Finish these thoughts:

Scholarship for me is  . . .   and 

My scholarship matters because  . . .

Scholarship for me is slipping through the cracks, digging deep down, and unearthing the voices and visions that can sustain us.

My scholarship matters because the world we live in requires a level of thinking and creativity that moves beyond what we are used to.  Scholarship can do that work if we treat it as something more than static words, bling, and status.


What is it you want to do in and beyond the academy?

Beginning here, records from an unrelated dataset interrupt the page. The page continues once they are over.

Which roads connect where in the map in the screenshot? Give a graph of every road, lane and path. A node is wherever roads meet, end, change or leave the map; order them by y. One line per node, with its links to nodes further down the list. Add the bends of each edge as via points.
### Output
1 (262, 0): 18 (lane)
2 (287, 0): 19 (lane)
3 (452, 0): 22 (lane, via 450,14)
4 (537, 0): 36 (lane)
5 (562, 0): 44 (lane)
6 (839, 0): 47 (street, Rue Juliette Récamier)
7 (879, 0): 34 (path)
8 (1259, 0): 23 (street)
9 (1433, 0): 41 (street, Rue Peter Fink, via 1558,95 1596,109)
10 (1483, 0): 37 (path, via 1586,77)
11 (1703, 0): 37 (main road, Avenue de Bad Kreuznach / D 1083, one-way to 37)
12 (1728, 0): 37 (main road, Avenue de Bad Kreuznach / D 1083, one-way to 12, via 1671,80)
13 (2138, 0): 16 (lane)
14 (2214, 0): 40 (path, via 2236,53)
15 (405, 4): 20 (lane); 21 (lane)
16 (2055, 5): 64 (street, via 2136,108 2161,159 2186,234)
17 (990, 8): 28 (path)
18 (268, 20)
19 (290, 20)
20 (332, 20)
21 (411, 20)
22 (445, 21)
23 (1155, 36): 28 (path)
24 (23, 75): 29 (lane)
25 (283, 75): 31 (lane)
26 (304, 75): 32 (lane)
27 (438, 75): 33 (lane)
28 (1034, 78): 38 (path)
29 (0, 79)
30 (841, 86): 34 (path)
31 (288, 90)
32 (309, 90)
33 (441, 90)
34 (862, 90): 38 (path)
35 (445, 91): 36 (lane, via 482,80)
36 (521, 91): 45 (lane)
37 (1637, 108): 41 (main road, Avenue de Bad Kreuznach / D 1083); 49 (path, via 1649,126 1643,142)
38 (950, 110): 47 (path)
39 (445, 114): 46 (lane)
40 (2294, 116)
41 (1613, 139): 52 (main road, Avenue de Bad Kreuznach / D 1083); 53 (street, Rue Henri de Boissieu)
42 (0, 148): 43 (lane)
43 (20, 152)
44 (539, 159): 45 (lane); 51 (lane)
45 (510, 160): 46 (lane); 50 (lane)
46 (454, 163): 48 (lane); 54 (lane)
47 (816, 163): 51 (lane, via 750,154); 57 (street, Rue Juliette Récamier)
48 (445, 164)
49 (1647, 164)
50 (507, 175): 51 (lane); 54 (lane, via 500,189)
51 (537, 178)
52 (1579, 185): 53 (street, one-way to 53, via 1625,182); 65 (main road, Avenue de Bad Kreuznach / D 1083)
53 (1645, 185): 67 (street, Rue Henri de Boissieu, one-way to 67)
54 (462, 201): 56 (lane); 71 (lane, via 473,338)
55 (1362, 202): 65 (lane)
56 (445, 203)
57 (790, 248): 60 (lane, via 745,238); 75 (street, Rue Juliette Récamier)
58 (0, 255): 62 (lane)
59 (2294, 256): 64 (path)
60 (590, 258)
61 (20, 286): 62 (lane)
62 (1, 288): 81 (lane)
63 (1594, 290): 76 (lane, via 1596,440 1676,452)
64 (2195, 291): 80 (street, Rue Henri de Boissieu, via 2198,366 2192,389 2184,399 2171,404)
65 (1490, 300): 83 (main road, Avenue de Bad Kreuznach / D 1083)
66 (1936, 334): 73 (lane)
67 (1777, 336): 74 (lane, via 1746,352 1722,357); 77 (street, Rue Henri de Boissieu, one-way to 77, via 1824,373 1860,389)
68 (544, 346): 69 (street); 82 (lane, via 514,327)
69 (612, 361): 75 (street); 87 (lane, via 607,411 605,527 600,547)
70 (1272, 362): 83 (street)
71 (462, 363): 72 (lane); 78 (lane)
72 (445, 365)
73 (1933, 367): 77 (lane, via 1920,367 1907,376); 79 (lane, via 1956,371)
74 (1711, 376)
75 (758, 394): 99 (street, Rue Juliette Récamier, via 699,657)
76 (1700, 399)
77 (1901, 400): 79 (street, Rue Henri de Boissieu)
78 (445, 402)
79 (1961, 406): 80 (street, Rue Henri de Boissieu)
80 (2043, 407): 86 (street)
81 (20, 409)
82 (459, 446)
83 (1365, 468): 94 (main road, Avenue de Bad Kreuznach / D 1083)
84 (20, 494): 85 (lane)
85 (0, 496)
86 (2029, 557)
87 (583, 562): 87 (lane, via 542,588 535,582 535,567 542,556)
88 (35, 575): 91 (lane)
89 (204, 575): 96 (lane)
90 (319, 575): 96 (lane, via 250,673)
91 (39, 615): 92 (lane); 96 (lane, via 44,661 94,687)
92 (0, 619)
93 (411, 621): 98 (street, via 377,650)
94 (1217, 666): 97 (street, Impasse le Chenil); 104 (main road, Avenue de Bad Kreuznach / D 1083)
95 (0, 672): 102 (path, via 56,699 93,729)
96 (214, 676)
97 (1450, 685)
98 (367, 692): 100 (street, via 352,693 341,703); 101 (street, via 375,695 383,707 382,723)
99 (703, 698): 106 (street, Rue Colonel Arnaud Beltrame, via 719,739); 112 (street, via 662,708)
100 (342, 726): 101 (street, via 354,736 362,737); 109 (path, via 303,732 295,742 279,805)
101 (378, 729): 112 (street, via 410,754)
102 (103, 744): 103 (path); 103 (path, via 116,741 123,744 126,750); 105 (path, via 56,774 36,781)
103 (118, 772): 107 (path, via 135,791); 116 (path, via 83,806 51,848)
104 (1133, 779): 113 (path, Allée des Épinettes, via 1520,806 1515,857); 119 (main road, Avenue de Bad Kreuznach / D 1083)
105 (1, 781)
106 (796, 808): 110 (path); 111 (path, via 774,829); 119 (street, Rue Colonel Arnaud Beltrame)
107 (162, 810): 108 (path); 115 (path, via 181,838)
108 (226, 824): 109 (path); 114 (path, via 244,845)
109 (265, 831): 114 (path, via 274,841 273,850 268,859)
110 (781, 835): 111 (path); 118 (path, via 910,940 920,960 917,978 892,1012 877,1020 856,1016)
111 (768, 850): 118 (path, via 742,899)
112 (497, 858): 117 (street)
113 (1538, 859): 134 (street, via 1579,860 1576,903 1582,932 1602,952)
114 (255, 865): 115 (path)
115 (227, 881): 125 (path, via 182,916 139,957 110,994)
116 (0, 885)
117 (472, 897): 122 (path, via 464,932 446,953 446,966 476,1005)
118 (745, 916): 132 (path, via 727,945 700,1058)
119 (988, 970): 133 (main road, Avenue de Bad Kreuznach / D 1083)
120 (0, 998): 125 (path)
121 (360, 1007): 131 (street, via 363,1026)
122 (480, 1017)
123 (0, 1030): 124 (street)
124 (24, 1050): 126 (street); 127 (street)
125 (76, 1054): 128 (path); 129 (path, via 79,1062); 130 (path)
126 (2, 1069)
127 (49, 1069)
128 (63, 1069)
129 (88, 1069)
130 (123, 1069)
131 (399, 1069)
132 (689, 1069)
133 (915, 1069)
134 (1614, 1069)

Both in and out of the academy, if I could achieve my heart’s desire, I would want to be like Parliament and “make my funk the P-Funk… I want my funk uncut.” I like the way they named their collective and their music (Parliament Funk as P-Funk) but also that P-Funk meant that they were intentionally examining and exploring Funk at its highest levels of expression and possibility, as a thing/thought of its own kind and genius.  Though I may not have the right words to explain that here, that’s what I would want writing, teaching, and envisioning myself as a black woman to feel like.  They weren’t claiming to invent funk but they were claiming that they could insert their own version and vision and encourage the world to do the same.  I can’t imagine a better way of being one’s self in and beyond the academy.


What four adjectives would you use to describe yourself?

…principled, creative, unapologetically black-centric, and always evolving!